A onda de solidariedade tem que continuar
Se durante a fase aguda da pandemia a população mais vulnerável foi de alguma forma atendida, conforme mostra pesquisa do Instituto Locomotiva e da CUFA — Central Única da Favelas, o problema não se encerra tão facilmente. A realidade ainda é cruel e a crise econômica deve se estender por anos como efeito da quarentena.
Pobreza e solidariedade
Publicado em junho, um relatório conjunto da Comissão Econômica para a América Latina e o Caribe (Cepal) e Organização das Nações Unidas para a Alimentação e a Agricultura (FAO) mostra que a população em condição de extrema pobreza na América Latina e Caribe pode chegar a 83,4 milhões de pessoas em 2020, gerando aumento significativo nos níveis de fome.
Segundo o documento, após sete anos de baixo crescimento, poderá ocorrer nessas áreas a maior queda do PIB regional em um século (-5,3%), elevando em 16 milhões o número de pessoas em extrema pobreza na comparação com o ano anterior. Em dez ações sugeridas para minimizar este quadro, uma delas é continuar apoiando as iniciativas de assistência alimentar das organizações da sociedade civil.
“Não apenas os efeitos da crise gerada pela covid-19 ainda devem continuar por mais tempo, como temos um país continental, cuja população vulnerável e os problemas estruturais ainda são imensos e precisam do olhar atento de toda a sociedade civil e do próprio governo”, alerta a presidente da ABCR, Márcia Woods.
De acordo com a CUFA, o Brasil tem 13,6 milhões de pessoas vivendo em comunidades. Se fosse um Estado, seria o quinto maior do País, atrás apenas de São Paulo, Minas Gerais, Rio de Janeiro e Bahia. E mesmo entre eles, generosidade não falta: 63% dos favelados fizeram algum tipo de doação durante a pandemia.
Os doadores mais ricos (aqueles com uma renda anual superior a R$ 100 mil) são os mais propensos a afirmarem “perceber que podem fazer a diferença” (56%). Segundo o estudo do IDIS, esses doadores também se mostraram mais inclinados que outros a concordar que “todos precisam ajudar a resolver problemas sociais” (50%).
“Temos de continuar nosso trabalho de implantar definitivamente uma cultura de filantropia no Brasil”, enfatiza Rebecca. “A Brazil Foundation tem se empenhado muito neste sentido, usado sempre como exemplo a atitude dos americanos”. Um dos motivos apontados por ela é a isenção de impostos para doadores que é bastante usada nos Estados Unidos.

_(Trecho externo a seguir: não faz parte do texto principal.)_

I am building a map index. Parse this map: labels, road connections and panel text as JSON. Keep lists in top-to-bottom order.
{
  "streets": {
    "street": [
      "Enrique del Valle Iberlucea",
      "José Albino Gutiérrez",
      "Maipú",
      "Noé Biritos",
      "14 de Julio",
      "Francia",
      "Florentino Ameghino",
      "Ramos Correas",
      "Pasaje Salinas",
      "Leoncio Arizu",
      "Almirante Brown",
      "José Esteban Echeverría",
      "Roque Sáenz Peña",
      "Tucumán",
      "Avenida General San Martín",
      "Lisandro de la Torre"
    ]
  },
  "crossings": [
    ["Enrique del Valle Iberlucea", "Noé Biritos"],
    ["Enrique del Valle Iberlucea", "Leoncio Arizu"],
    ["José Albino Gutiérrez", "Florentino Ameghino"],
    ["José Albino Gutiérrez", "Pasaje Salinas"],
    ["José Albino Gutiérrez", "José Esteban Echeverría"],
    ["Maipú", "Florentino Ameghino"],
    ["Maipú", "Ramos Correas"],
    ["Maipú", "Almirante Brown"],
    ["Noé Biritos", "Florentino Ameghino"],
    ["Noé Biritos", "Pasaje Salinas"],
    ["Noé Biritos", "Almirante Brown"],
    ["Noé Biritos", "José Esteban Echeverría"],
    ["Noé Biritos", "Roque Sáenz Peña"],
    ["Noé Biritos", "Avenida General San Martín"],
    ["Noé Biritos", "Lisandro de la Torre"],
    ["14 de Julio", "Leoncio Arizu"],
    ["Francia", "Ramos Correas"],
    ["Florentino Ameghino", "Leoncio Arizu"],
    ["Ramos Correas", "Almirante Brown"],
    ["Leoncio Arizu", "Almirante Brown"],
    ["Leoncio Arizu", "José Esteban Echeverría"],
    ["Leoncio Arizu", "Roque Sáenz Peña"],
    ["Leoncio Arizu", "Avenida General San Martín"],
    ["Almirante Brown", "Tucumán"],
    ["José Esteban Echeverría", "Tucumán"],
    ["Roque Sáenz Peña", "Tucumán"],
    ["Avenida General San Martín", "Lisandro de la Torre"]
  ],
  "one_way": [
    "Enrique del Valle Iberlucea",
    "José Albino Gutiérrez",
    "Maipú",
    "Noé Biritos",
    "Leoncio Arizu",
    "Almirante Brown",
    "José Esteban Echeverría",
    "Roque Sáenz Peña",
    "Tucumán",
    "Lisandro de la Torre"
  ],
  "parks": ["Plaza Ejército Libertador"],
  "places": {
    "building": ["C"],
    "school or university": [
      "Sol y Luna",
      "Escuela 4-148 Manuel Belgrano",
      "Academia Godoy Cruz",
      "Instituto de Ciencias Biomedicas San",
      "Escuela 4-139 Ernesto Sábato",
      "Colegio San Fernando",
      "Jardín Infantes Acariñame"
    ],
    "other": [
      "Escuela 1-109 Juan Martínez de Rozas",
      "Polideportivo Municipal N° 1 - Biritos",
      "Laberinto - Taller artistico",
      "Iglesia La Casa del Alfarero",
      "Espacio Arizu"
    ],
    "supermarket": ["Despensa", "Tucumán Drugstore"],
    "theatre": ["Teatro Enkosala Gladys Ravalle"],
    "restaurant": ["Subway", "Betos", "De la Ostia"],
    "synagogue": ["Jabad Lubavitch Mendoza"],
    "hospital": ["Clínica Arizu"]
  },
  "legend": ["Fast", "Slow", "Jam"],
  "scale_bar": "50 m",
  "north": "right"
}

Aqui, vale lembrar que se pode deduzir 3% do Imposto de Renda de Pessoas Físicas para fundos estatais de Cultura, Esporte, Assistência Social (à Criança, Adolescente e Idoso) e Saúde. Segundo dados da Receita, menos de 3% dos contribuintes fazem uso deste desconto, por pura falta de informação.
Para a psicanalista Maria Francisca Mauro, também falta educação que reforce o conceito de generosidade desde a infância. “Isso deve ser parte do processo de educação das crianças, permitindo que estas tenham mais empatia e consciência social”, aponta. Juntamente, ela sugere a ampliação da discussão na sociedade sobre o compromisso coletivo com a generosidade. Mas admite: “é uma quimera que, para não ser propagada como uma ufania, não pode sair do nosso debate diário do que cada gesto egoísta implica consequências para o todo. Será preciso persistir e muito para que esta pauta não fique como um passado distópico”.
Ser generoso deve ser uma das lições aprendidas e deve fazer parte, efetivamente, do “novo normal”.